The race got under way with No. 8 running smoothly. The pit crew relaxed as they watched Evans and Houser sail by again and again without difficulty. As the race wore on, cars began to drop out. After the first 100 miles Houser began signaling to his pit crew. Cummins asked Doolittle what the signals meant. "I don't know, Cless," he said. "I can't find my code list." Doolittle rummaged through his pockets, and the rest of the pit crew began to search for the code. Every time the car passed the pit Houser signaled again, but the code couldn't be found and the pit crew, with question marks on their brows, held up oil cans, fuel containers and tires. Houser just shook his head in mounting frustration and drove on.
Cummins, Doolittle and the rest of his crew saw that the car's engine continued to run perfectly. They eventually decided that Houser's waving was probably only a joke the mechanic was playing on them. So the crew put down the tires and other equipment and, instead, held up soft-drink bottles and blew kisses at the car as it passed by.
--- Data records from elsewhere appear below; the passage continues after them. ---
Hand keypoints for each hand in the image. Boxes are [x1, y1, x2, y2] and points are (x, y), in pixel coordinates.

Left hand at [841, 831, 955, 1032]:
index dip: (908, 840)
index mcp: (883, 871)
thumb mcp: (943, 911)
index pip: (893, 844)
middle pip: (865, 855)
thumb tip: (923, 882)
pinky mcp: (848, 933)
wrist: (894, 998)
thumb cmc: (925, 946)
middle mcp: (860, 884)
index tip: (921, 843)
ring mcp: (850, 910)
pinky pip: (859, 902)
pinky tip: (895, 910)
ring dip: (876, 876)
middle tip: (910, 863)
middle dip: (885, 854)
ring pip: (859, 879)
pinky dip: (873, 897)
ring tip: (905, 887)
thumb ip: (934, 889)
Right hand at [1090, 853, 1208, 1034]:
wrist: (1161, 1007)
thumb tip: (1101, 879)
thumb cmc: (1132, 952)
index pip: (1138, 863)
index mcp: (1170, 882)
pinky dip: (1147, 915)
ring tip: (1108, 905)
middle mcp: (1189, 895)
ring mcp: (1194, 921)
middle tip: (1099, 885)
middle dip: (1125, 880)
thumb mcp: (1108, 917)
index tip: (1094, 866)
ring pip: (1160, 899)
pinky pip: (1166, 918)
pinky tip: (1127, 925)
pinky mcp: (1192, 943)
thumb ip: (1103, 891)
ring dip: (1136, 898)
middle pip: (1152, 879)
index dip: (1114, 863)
Near the finish of the race the lead car, driven by Billy Arnold, the defending champion, lost a wheel, collided with another and caught fire. Louis Schneider's Miller got the checkered flag and a few minutes later No. 8 was 13th across the finish line.
Newspapermen rushed to the strange white whale and its driver. "You'd have thought I'd have come out of the sky," Evans said. "They were amazed. Cummins was speechless for a long time after the race. That nonstop dream of his was true. The diesel engine was made that day."
Only then did Jimmy Doolittle locate the list of coded signals he had slipped behind the belt of his uniform jacket. Studying it, he realized that what Evans and Houser had been trying to tell him was that a water-temperature gauge had been jarred loose and that they had no way to check the engine. Fearing they might overheat, they wanted a pit stop to make repairs.
Twelve years later, after Doolittle led the first U.S. bombing raid over Tokyo, Cummins sent him a wire. It read, "Mighty glad you didn't forget where you had put your charts."